---------- Record extracts

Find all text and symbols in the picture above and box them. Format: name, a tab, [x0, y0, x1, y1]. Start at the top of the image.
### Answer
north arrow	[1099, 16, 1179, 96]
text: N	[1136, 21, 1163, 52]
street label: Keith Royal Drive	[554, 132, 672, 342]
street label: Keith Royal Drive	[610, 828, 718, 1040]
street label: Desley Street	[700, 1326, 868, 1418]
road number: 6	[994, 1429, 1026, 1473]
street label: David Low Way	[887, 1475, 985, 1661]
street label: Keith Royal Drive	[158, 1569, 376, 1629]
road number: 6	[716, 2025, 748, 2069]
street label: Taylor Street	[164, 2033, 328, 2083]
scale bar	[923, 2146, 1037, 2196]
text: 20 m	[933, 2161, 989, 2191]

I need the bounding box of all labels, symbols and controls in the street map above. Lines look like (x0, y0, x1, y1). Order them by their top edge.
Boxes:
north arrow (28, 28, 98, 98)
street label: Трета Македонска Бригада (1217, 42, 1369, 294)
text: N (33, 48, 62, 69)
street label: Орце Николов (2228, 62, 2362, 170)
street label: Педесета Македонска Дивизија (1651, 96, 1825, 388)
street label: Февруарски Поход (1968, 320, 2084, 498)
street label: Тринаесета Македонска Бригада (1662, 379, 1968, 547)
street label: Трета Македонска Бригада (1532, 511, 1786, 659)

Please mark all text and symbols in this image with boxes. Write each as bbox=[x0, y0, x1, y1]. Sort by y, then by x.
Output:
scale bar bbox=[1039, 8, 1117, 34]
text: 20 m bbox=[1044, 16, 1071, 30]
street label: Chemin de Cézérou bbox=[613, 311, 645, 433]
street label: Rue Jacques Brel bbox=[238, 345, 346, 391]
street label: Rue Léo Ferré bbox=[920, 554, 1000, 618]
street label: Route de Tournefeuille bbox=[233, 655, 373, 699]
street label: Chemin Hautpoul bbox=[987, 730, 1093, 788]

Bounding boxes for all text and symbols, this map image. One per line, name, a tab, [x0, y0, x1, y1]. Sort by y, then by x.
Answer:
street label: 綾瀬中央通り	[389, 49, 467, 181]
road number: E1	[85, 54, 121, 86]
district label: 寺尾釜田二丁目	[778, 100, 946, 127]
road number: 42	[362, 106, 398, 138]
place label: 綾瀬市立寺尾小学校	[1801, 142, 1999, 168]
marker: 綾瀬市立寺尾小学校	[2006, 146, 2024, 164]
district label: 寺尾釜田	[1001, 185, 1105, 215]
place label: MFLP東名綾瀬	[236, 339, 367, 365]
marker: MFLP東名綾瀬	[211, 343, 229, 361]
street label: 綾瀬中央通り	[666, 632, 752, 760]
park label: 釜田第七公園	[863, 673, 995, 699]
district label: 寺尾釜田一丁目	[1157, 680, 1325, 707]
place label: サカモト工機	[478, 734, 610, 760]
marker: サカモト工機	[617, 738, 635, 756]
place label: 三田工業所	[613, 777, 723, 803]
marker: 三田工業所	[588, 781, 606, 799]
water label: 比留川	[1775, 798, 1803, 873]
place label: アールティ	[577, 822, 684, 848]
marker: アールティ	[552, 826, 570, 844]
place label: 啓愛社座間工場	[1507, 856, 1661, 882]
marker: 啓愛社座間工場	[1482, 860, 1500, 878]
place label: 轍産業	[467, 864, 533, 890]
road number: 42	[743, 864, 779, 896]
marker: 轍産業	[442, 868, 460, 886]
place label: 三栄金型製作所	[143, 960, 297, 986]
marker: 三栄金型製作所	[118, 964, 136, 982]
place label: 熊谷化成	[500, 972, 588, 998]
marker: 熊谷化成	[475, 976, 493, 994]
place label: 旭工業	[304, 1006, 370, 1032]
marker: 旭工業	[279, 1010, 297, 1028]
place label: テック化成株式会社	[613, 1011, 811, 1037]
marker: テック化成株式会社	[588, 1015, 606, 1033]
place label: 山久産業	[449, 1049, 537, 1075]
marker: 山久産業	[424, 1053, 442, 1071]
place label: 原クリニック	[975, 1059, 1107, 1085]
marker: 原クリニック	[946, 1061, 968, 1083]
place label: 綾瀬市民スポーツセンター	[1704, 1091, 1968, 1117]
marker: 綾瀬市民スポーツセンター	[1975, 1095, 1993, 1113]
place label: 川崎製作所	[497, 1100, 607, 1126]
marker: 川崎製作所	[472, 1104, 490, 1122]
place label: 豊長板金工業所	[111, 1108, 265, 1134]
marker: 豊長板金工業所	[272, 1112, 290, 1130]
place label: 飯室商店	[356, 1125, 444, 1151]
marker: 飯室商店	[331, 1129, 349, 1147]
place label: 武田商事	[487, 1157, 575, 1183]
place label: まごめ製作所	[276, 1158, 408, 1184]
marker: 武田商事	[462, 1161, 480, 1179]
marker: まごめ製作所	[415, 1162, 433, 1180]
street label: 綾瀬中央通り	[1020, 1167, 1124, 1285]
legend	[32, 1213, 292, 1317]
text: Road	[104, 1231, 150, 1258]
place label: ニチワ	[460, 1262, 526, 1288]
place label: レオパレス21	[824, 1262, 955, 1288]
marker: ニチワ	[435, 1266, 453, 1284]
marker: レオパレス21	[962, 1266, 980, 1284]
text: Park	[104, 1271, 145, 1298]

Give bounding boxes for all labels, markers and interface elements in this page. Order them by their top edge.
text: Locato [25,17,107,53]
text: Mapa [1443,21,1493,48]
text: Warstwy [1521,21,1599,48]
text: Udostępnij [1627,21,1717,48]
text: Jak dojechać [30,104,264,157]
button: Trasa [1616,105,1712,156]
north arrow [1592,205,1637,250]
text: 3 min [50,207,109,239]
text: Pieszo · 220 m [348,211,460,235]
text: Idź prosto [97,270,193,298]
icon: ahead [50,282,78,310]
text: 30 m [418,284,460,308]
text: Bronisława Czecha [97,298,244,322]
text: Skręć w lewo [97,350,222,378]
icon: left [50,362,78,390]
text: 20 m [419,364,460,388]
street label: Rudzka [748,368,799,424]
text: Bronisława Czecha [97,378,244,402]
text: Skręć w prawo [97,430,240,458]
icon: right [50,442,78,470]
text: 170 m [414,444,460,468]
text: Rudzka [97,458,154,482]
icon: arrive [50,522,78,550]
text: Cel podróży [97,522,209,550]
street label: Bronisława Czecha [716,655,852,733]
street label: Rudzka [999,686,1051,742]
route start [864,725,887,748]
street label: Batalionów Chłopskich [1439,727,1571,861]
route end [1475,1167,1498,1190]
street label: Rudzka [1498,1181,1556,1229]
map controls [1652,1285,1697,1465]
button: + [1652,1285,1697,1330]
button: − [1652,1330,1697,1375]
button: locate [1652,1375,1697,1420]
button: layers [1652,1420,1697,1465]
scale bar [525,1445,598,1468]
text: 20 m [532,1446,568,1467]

--------------------

Exercise prompt: Print the material in full, exactly as written.

Answer area:
Find all text and symbols in the picture above and box them. Format: name, a tab, [x0, y0, x1, y1]. Start at the top of the image.
### Answer
north arrow	[1099, 16, 1179, 96]
text: N	[1136, 21, 1163, 52]
street label: Keith Royal Drive	[554, 132, 672, 342]
street label: Keith Royal Drive	[610, 828, 718, 1040]
street label: Desley Street	[700, 1326, 868, 1418]
road number: 6	[994, 1429, 1026, 1473]
street label: David Low Way	[887, 1475, 985, 1661]
street label: Keith Royal Drive	[158, 1569, 376, 1629]
road number: 6	[716, 2025, 748, 2069]
street label: Taylor Street	[164, 2033, 328, 2083]
scale bar	[923, 2146, 1037, 2196]
text: 20 m	[933, 2161, 989, 2191]

I need the bounding box of all labels, symbols and controls in the street map above. Lines look like (x0, y0, x1, y1). Order them by their top edge.
Boxes:
north arrow (28, 28, 98, 98)
street label: Трета Македонска Бригада (1217, 42, 1369, 294)
text: N (33, 48, 62, 69)
street label: Орце Николов (2228, 62, 2362, 170)
street label: Педесета Македонска Дивизија (1651, 96, 1825, 388)
street label: Февруарски Поход (1968, 320, 2084, 498)
street label: Тринаесета Македонска Бригада (1662, 379, 1968, 547)
street label: Трета Македонска Бригада (1532, 511, 1786, 659)

Please mark all text and symbols in this image with boxes. Write each as bbox=[x0, y0, x1, y1]. Sort by y, then by x.
Output:
scale bar bbox=[1039, 8, 1117, 34]
text: 20 m bbox=[1044, 16, 1071, 30]
street label: Chemin de Cézérou bbox=[613, 311, 645, 433]
street label: Rue Jacques Brel bbox=[238, 345, 346, 391]
street label: Rue Léo Ferré bbox=[920, 554, 1000, 618]
street label: Route de Tournefeuille bbox=[233, 655, 373, 699]
street label: Chemin Hautpoul bbox=[987, 730, 1093, 788]

Bounding boxes for all text and symbols, this map image. One per line, name, a tab, [x0, y0, x1, y1]. Sort by y, then by x.
Answer:
street label: 綾瀬中央通り	[389, 49, 467, 181]
road number: E1	[85, 54, 121, 86]
district label: 寺尾釜田二丁目	[778, 100, 946, 127]
road number: 42	[362, 106, 398, 138]
place label: 綾瀬市立寺尾小学校	[1801, 142, 1999, 168]
marker: 綾瀬市立寺尾小学校	[2006, 146, 2024, 164]
district label: 寺尾釜田	[1001, 185, 1105, 215]
place label: MFLP東名綾瀬	[236, 339, 367, 365]
marker: MFLP東名綾瀬	[211, 343, 229, 361]
street label: 綾瀬中央通り	[666, 632, 752, 760]
park label: 釜田第七公園	[863, 673, 995, 699]
district label: 寺尾釜田一丁目	[1157, 680, 1325, 707]
place label: サカモト工機	[478, 734, 610, 760]
marker: サカモト工機	[617, 738, 635, 756]
place label: 三田工業所	[613, 777, 723, 803]
marker: 三田工業所	[588, 781, 606, 799]
water label: 比留川	[1775, 798, 1803, 873]
place label: アールティ	[577, 822, 684, 848]
marker: アールティ	[552, 826, 570, 844]
place label: 啓愛社座間工場	[1507, 856, 1661, 882]
marker: 啓愛社座間工場	[1482, 860, 1500, 878]
place label: 轍産業	[467, 864, 533, 890]
road number: 42	[743, 864, 779, 896]
marker: 轍産業	[442, 868, 460, 886]
place label: 三栄金型製作所	[143, 960, 297, 986]
marker: 三栄金型製作所	[118, 964, 136, 982]
place label: 熊谷化成	[500, 972, 588, 998]
marker: 熊谷化成	[475, 976, 493, 994]
place label: 旭工業	[304, 1006, 370, 1032]
marker: 旭工業	[279, 1010, 297, 1028]
place label: テック化成株式会社	[613, 1011, 811, 1037]
marker: テック化成株式会社	[588, 1015, 606, 1033]
place label: 山久産業	[449, 1049, 537, 1075]
marker: 山久産業	[424, 1053, 442, 1071]
place label: 原クリニック	[975, 1059, 1107, 1085]
marker: 原クリニック	[946, 1061, 968, 1083]
place label: 綾瀬市民スポーツセンター	[1704, 1091, 1968, 1117]
marker: 綾瀬市民スポーツセンター	[1975, 1095, 1993, 1113]
place label: 川崎製作所	[497, 1100, 607, 1126]
marker: 川崎製作所	[472, 1104, 490, 1122]
place label: 豊長板金工業所	[111, 1108, 265, 1134]
marker: 豊長板金工業所	[272, 1112, 290, 1130]
place label: 飯室商店	[356, 1125, 444, 1151]
marker: 飯室商店	[331, 1129, 349, 1147]
place label: 武田商事	[487, 1157, 575, 1183]
place label: まごめ製作所	[276, 1158, 408, 1184]
marker: 武田商事	[462, 1161, 480, 1179]
marker: まごめ製作所	[415, 1162, 433, 1180]
street label: 綾瀬中央通り	[1020, 1167, 1124, 1285]
legend	[32, 1213, 292, 1317]
text: Road	[104, 1231, 150, 1258]
place label: ニチワ	[460, 1262, 526, 1288]
place label: レオパレス21	[824, 1262, 955, 1288]
marker: ニチワ	[435, 1266, 453, 1284]
marker: レオパレス21	[962, 1266, 980, 1284]
text: Park	[104, 1271, 145, 1298]

Give bounding boxes for all labels, markers and interface elements in this page. Order them by their top edge.
text: Locato [25,17,107,53]
text: Mapa [1443,21,1493,48]
text: Warstwy [1521,21,1599,48]
text: Udostępnij [1627,21,1717,48]
text: Jak dojechać [30,104,264,157]
button: Trasa [1616,105,1712,156]
north arrow [1592,205,1637,250]
text: 3 min [50,207,109,239]
text: Pieszo · 220 m [348,211,460,235]
text: Idź prosto [97,270,193,298]
icon: ahead [50,282,78,310]
text: 30 m [418,284,460,308]
text: Bronisława Czecha [97,298,244,322]
text: Skręć w lewo [97,350,222,378]
icon: left [50,362,78,390]
text: 20 m [419,364,460,388]
street label: Rudzka [748,368,799,424]
text: Bronisława Czecha [97,378,244,402]
text: Skręć w prawo [97,430,240,458]
icon: right [50,442,78,470]
text: 170 m [414,444,460,468]
text: Rudzka [97,458,154,482]
icon: arrive [50,522,78,550]
text: Cel podróży [97,522,209,550]
street label: Bronisława Czecha [716,655,852,733]
street label: Rudzka [999,686,1051,742]
route start [864,725,887,748]
street label: Batalionów Chłopskich [1439,727,1571,861]
route end [1475,1167,1498,1190]
street label: Rudzka [1498,1181,1556,1229]
map controls [1652,1285,1697,1465]
button: + [1652,1285,1697,1330]
button: − [1652,1330,1697,1375]
button: locate [1652,1375,1697,1420]
button: layers [1652,1420,1697,1465]
scale bar [525,1445,598,1468]
text: 20 m [532,1446,568,1467]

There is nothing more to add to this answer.